Boston Celtics
Bill Reynolds: Gomes raising eyebrows around NBA
01:00 AM EST on Tuesday, February 28, 2006
Three mini-NBA columns for the price of one ...
Ryan Gomes can play in the NBA?
Tell us something we don't know.
But maybe it took until he had 17 rebounds against Portland, or 19 points and 12 rebounds against the Lakers in Sunday night's beauty of an NBA game, one of those games that was a reminder of the way things used to be between these two old rivals.
Maybe it's taken Doc Rivers and the Celtics this long to figure out that the more Gomes plays the more he makes things happen. Maybe it took the last few games to convince them what those of us who watched Gomes play for four years have known for a long time: that somehow, some way, Gomes will find a way to be effective, regardless of the league he's in.
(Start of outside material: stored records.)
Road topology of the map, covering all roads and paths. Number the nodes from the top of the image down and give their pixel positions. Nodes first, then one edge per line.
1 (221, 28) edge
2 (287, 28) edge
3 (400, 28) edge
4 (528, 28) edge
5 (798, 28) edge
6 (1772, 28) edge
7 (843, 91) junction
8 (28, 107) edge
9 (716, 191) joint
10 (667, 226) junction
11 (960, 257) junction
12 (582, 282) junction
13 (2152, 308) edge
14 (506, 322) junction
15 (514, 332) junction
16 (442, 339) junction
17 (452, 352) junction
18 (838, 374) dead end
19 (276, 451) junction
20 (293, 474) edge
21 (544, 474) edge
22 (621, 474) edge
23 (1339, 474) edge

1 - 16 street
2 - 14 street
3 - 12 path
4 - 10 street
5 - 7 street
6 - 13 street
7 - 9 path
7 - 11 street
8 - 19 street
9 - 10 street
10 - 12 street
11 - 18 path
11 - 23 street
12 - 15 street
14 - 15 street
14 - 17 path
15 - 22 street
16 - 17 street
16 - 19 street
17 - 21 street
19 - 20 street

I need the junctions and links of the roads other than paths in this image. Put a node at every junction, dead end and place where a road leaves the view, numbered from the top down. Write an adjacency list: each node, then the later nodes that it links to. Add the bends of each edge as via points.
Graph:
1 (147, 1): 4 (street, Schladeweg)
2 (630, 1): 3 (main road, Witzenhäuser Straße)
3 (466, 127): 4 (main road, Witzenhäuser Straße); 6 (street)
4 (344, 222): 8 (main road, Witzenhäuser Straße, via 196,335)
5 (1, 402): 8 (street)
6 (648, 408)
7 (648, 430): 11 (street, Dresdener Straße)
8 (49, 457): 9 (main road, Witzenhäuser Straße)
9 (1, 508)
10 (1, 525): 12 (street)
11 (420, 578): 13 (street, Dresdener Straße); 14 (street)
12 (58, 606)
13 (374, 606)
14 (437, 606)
From the time he became a legitimate NBA prospect, Gomes was labeled the classic "tweener," too small to be a power forward, not quick enough to be a small forward. It's the worst possible landscape to dwell in, especially in a league where it is so much about size. This is why he fell to the second round of the draft.
In many ways he's an acquired taste: the more you see him play, the more you like him. He's never going to impress you with his athleticism. He's not going to be in a lot of highlight films. Little kids aren't going to want to wear his number. But he's a basketball player in ways that a lot of guys in today's NBA are not, all those young guys drafted on potential, in the league although they've never really done much to deserve it.
And there's an irony here about Gomes, one I suspect the Celtics are not aware of. When he was a freshman at PC he was going to be red-shirted, the coaching staff not real sure what they had. Until they threw him in a game at South Carolina one night, and he quickly put up 15 points and eight rebounds. Suffice it to say he never came out for the rest of his career.
Déja vu all over again?
We'll see.
Right now, though, Ryan Gomes is having his own little coming-out party in the NBA, proving he belongs, proving that if he gets minutes he will make things happen.
I've never been a particularly huge Paul Pierce fan. Too selfish. Too pouty. Not someone who ever seems to make anyone around him better. So it came as little surprise when the word was last summer that the Celtics wanted to move him, that his meltdown against the Pacers and the woeful way the Celtics had ended their season had soured the ownership's feelings toward him.
Now?
Now he's playing the best ball of his career.
He's always been a great scorer, as good a pure scorer as there is in Celtics' history, someone who gets to the foul line as well as anyone in the entire league. But he used to have a lot of 6-for-19 games, a lot of games with a low shooting percentage, a lot of games when he took bad shots in key situations, a lot of games where it too often seemed as if it were Pierce against the world, a matchup Pierce couldn't win.
In many ways he seemed the personification of the spoiled young star, the product of a flawed team that let him shoot the ball every time he touched it, the poster child for NBA cluelessness. It's the reason he and Rivers clashed last year; Rivers wanting Pierce to mature, both as a player and as a leader.
That is happening.
He has been very good all year, and what we are seeing now is a player at the very top of his game. Sunday night he had 39 points on only 20 shots. In many ways it was the new Pierce, a leader making tough shots, willing his team to a great win, capping off the kind of road trip that would have done this team in just a couple of weeks ago. Someone who arguably is playing as well as anyone in the NBA right now.
He's always been a tease.
From the first time I ever saw him play in an AAU game at Providence College to the one year he played at URI, Odom always was about the future. His size. His skills. His sense of how to play. His charisma. No wonder that in his brief time at URI he often was referred to as "The Package." You looked at Odom then and saw all the possiblilities.
Now it's seven years later, and in many ways Lamar is still a tease.
Yes, he's a very good NBA player. Yes, he has his money. Yes, he's fulfulled much of the promise he showed in his time at URI. Still, there's the sense his potential is always out there just past his reach, some Oz that's always off in the distance somewhere.
Sunday night was just another example.
He was good but not great. He made a key 3-pointer with 15 seconds left but only was 2-for-7 from the free-throw line, most of his misses coming in the fourth quarter. Most of the game you wouldn't even know he was there.
Some of this, of course, is that he plays alongside Kobe Bryant, which is akin to singing backup to Elvis. For all his wondrous ability, Kobe doesn't do anything for anybody else, and most of the time Odom is little more than an afterthought. Maybe it's that simple.
But there's also the sense Odom is a victim of his own versatility. The NBA is often about doing one thing very well. Odom always has done many things well. But one thing? Not really. In a sense, he's the perfect complimentary player, someone who makes the people around him better. But that can get lost in the shuffle in the NBA, especially on a team where it's Kobe's show.
Maybe this is what Odom is: very good, but not great. Very good, but not what I thought he was going to be, as if it's seven years after he left URI and he's still a bit of a tease, as if his vast potential still seems to be just a little out of his reach.